In NTUEE Camp, a one-week camp we held annually for high school students to learn more about our department (which was a lie, most of the time they were just playing mindless social games). I joined the video creation department and created a couple of videos, including a promotional one and a few educational ones. I always perform the best when I am working alone and have total control over the editing process, and as a result, all the videos I created were really good. The promotional video was a banger and everyone was laughing so hard when we held a test screening inside our own department. The educational ones were of really high quality as well, from the subtitles to the transitions to the background music to the special effects. I have a hard-on every time I watch those videos.

It was a shame that the camp was cancelled due to covid as well.

Here’s the link to the videos I created or was involved in for the NTUEE Camp.

NTUEE Camp - Fire Dance

Apart from video editing, I also joined the fire dance group. Fire dance was cool af. Dancing with a long club was already fun, and now it was a fire.

Fire dance really isn’t very dangerous. There were times that the fire swung over my clothes, touching them a bit, but nothing happened.

To train, we had to ride a bike to a practice area beside a river while carrying our clubs, and it was honestly such a great experience. We rode on a riverside biking lane surrounded by water and green fields, and it was so beautiful, particularly in the dusk.

▲ not me but shot by me

Unfortunately, we didn’t get to perform in front of real crowds due to COVID. But we already spent so much time training so I already had enough fun tbh.

NTU EECS Festival - Football

As the captain of the EE football team, the football game of the annual NTUEE EECS Festival, a series of games for the EE and CS students, was led by me.

Apart from the usual football game stuff, I went into full creative mode in preparing the prizes with a very sufficient amount of budget.

For the 1st and 2nd place, the prize was a World Cup and a Ballan d’Or trophy respectively. The fake Ballan d’Or trophy was okay but the fake World Cup trophy looked really legit. It was pretty heavy as well.

▲ fake Ballon d'Or trophy

▲ fake World Cup Trophy

For the third place, I got a customized medal from Shopee.

▲ Bronze Medal

The execution was quite perfect. The glass also felt really high quality.
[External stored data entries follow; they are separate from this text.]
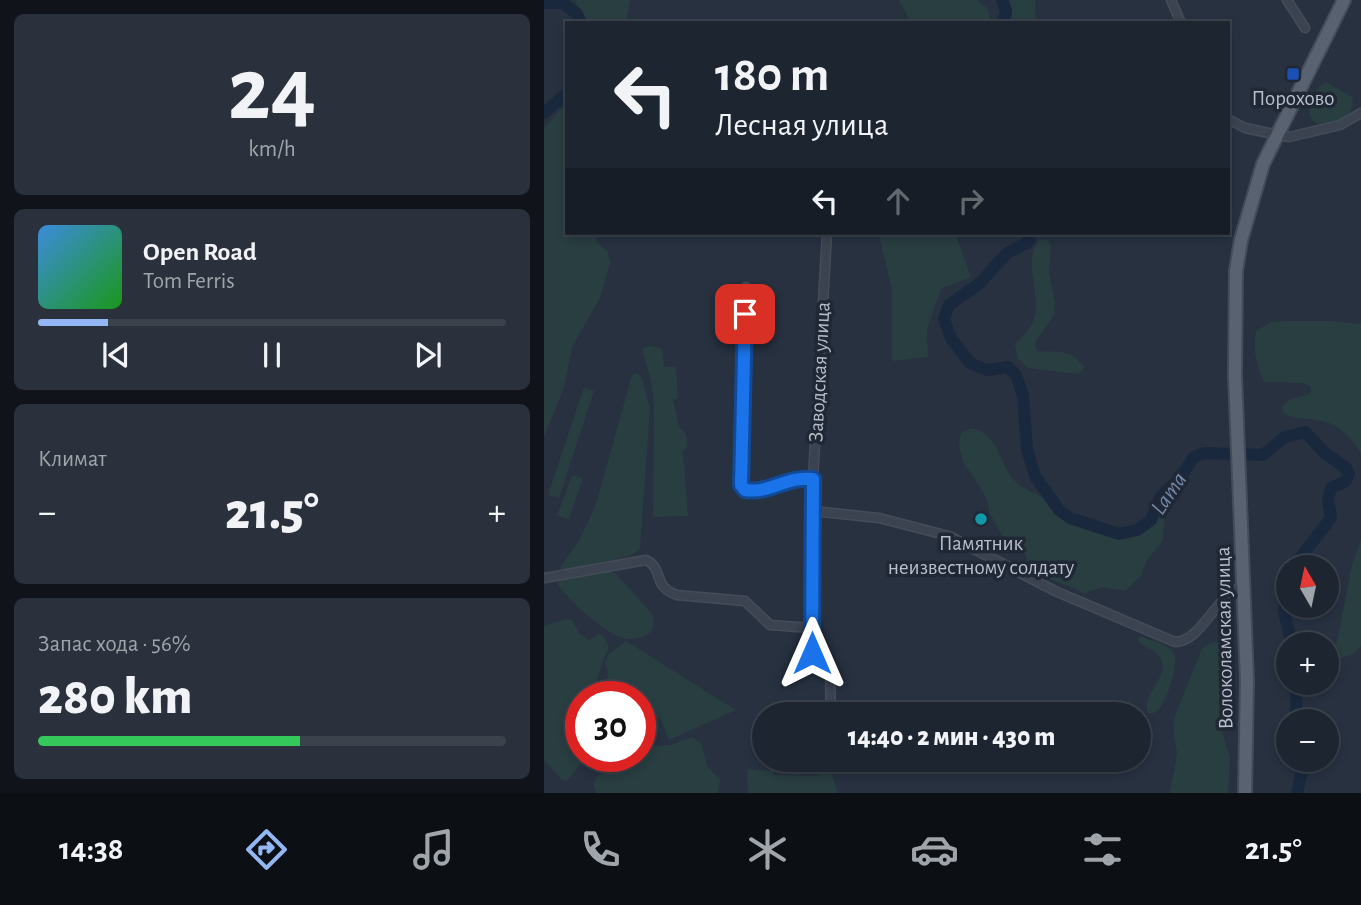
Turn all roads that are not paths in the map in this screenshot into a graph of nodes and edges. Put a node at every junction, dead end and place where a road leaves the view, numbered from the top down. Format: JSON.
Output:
{"nodes":[{"id":1,"x":1171,"y":0,"type":"edge"},
{"id":2,"x":1287,"y":0,"type":"edge"},
{"id":3,"x":1344,"y":0,"type":"edge"},
{"id":4,"x":1180,"y":21,"type":"edge"},
{"id":5,"x":1305,"y":28,"type":"dead end"},
{"id":6,"x":1361,"y":113,"type":"edge"},
{"id":7,"x":1230,"y":120,"type":"edge"},
{"id":8,"x":1275,"y":136,"type":"junction"},
{"id":9,"x":827,"y":235,"type":"edge"},
{"id":10,"x":746,"y":288,"type":"dead end"},
{"id":11,"x":813,"y":479,"type":"junction"},
{"id":12,"x":813,"y":510,"type":"junction"},
{"id":13,"x":544,"y":578,"type":"edge"},
{"id":14,"x":1244,"y":586,"type":"junction"},
{"id":15,"x":812,"y":628,"type":"junction"},
{"id":16,"x":831,"y":702,"type":"edge"},
{"id":17,"x":1245,"y":793,"type":"edge"}],
"edges":[{"from":1,"to":4,"type":"street"},
{"from":2,"to":5,"type":"street"},
{"from":3,"to":8,"type":"main road","name":"Волоколамская улица"},
{"from":6,"to":8,"type":"street"},
{"from":7,"to":8,"type":"street"},
{"from":8,"to":14,"type":"main road","name":"Волоколамская улица"},
{"from":9,"to":11,"type":"street","name":"Заводская улица"},
{"from":10,"to":11,"type":"street"},
{"from":11,"to":12,"type":"street","name":"Заводская улица"},
{"from":12,"to":14,"type":"street"},
{"from":12,"to":15,"type":"street","name":"Заводская улица"},
{"from":13,"to":15,"type":"street"},
{"from":14,"to":17,"type":"main road","name":"Волоколамская улица"},
{"from":15,"to":16,"type":"street","name":"Заводская улица"}]}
There were 6 teams in total. 2 of them were from the CS department and the rest 4 were from the EE department, where 3 of them were from NTUEE FC.

The vibe was quite good. Everyone was having fun. In the semis and the finals, there were lots of penalty shootouts, and they really brought the atmosphere to the next level, as if it was a legit competitive match. In the end, all of the top 3 were from NTUEE FC, with my team being the champion.

Overview

Overall I have a decent college life, tho it would have been infinitely better had I chosen CS instead of EE for sure. I strongly recommend anyone against studying EE unless you’re 100% sure. It is incredibly time-consuming and boring and soul-sucking and draining and meaningless.